With production spanning two continents and use of an overseas star, Dingo carried a heavier price tag than the director’s usual fare ($5.6 million, albeit still peanuts compared to most) and was the first of only two De Heer films to be internationally co-produced, the other being the excellent The Old Man Who Read Love Stories. The headache of working on a larger canvas with more stakeholders, combined with the ultimately (and undeservedly) middling reception on Dingo’s release, were – as noted by Jane Freebury in her insightful book-length study of De Heer, Dancing to His Song – definitive in shaping De Heer’s subsequent career trajectory.

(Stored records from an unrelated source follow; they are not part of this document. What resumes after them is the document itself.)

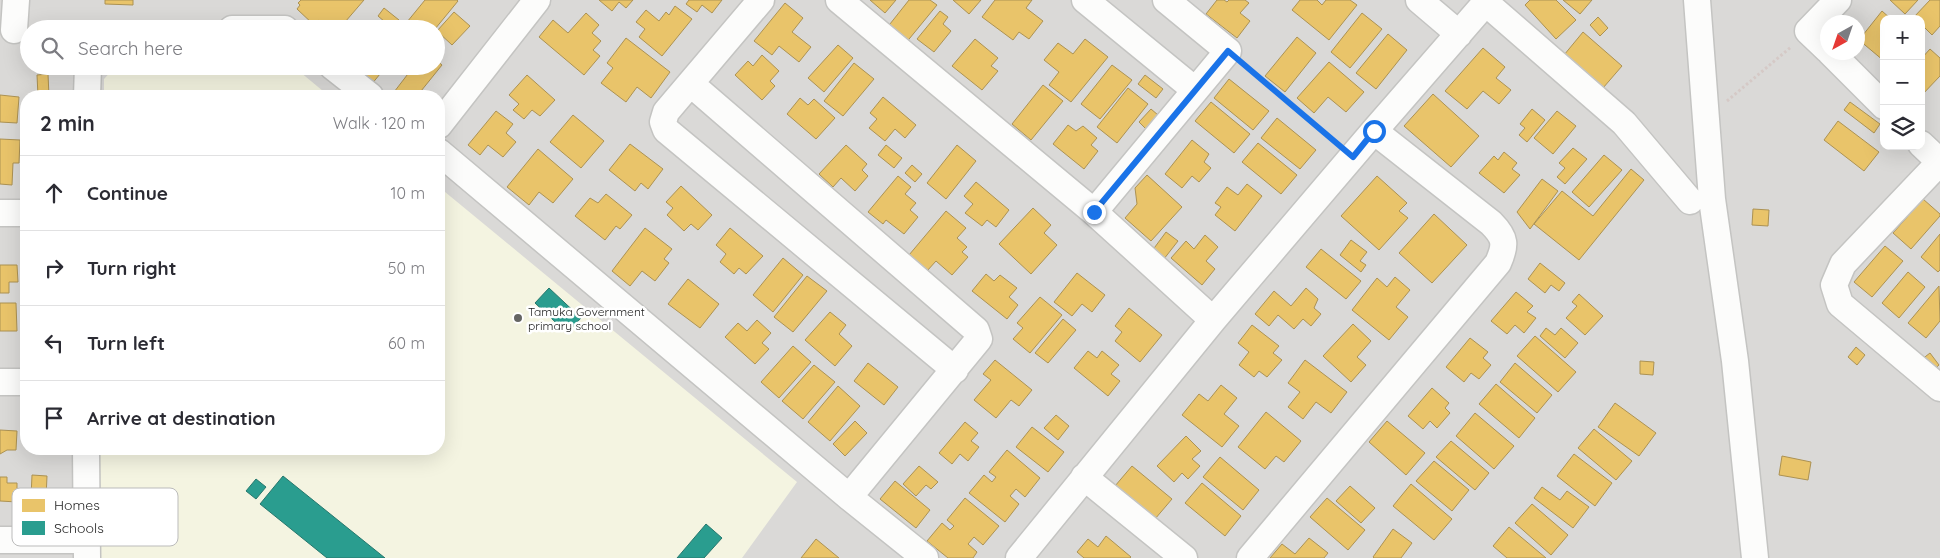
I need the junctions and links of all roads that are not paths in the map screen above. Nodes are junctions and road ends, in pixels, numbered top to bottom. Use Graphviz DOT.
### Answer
graph roads {
  1 [pos="16,0"];
  2 [pos="761,0"];
  3 [pos="839,0"];
  4 [pos="1085,0"];
  5 [pos="1166,0"];
  6 [pos="1419,0"];
  7 [pos="1697,0"];
  8 [pos="1838,0"];
  9 [pos="1487,1"];
  10 [pos="528,3"];
  11 [pos="1823,15"];
  12 [pos="1820,19"];
  13 [pos="14,30"];
  14 [pos="1459,34"];
  15 [pos="1820,44"];
  16 [pos="1836,60"];
  17 [pos="88,75"];
  18 [pos="343,75"];
  19 [pos="691,84"];
  20 [pos="87,90"];
  21 [pos="362,90"];
  22 [pos="1195,90"];
  23 [pos="1883,105"];
  24 [pos="445,117"];
  25 [pos="1374,131"];
  26 [pos="1925,148"];
  27 [pos="445,157"];
  28 [pos="1940,162"];
  29 [pos="1690,201"];
  30 [pos="1094,212"];
  31 [pos="0,213"];
  32 [pos="20,213"];
  33 [pos="1213,320"];
  34 [pos="955,370"];
  35 [pos="0,382"];
  36 [pos="20,382"];
  37 [pos="1940,388"];
  38 [pos="86,455"];
  39 [pos="1084,477"];
  40 [pos="86,488"];
  41 [pos="849,496"];
  42 [pos="58,546"];
  43 [pos="87,549"];
  44 [pos="925,558"];
  45 [pos="1019,558"];
  46 [pos="1184,558"];
  47 [pos="1250,558"];
  48 [pos="1755,558"];
  1 -- 13 [label="street"];
  2 -- 19 [label="street"];
  3 -- 30 [label="street"];
  4 -- 22 [label="street"];
  5 -- 22 [label="street"];
  6 -- 14 [label="street"];
  7 -- 48 [label="street"];
  8 -- 11 [label="street"];
  9 -- 14 [label="street"];
  9 -- 29 [label="street"];
  10 -- 24 [label="street"];
  12 -- 15 [label="street"];
  14 -- 25 [label="street"];
  16 -- 23 [label="street"];
  17 -- 20 [label="street"];
  18 -- 21 [label="street"];
  19 -- 34 [label="street"];
  19 -- 34 [label="street"];
  22 -- 30 [label="street"];
  25 -- 33 [label="street"];
  25 -- 47 [label="street"];
  26 -- 28 [label="street"];
  27 -- 41 [label="street"];
  28 -- 37 [label="street"];
  30 -- 33 [label="street"];
  31 -- 32 [label="street"];
  33 -- 39 [label="street"];
  34 -- 41 [label="street"];
  35 -- 36 [label="street"];
  38 -- 40 [label="street"];
  39 -- 45 [label="street"];
  39 -- 46 [label="street"];
  41 -- 44 [label="street"];
  42 -- 43 [label="street"];
}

His next film would be the independent and idiosyncratic Bad Boy Bubby, which scored him an AFI award for Best Director and set the tone for the rest of his independent, idiosyncratic filmography.
*As a James Bond fan, I’d be remiss if I didn’t mention Legrand’s delightful score for Never Say Never Again, and as a Never Say Never Again fan, I’d be remiss if I didn’t mention Klaus Maria Brandauer’s delightful, top 5 Bond villain turn in said film.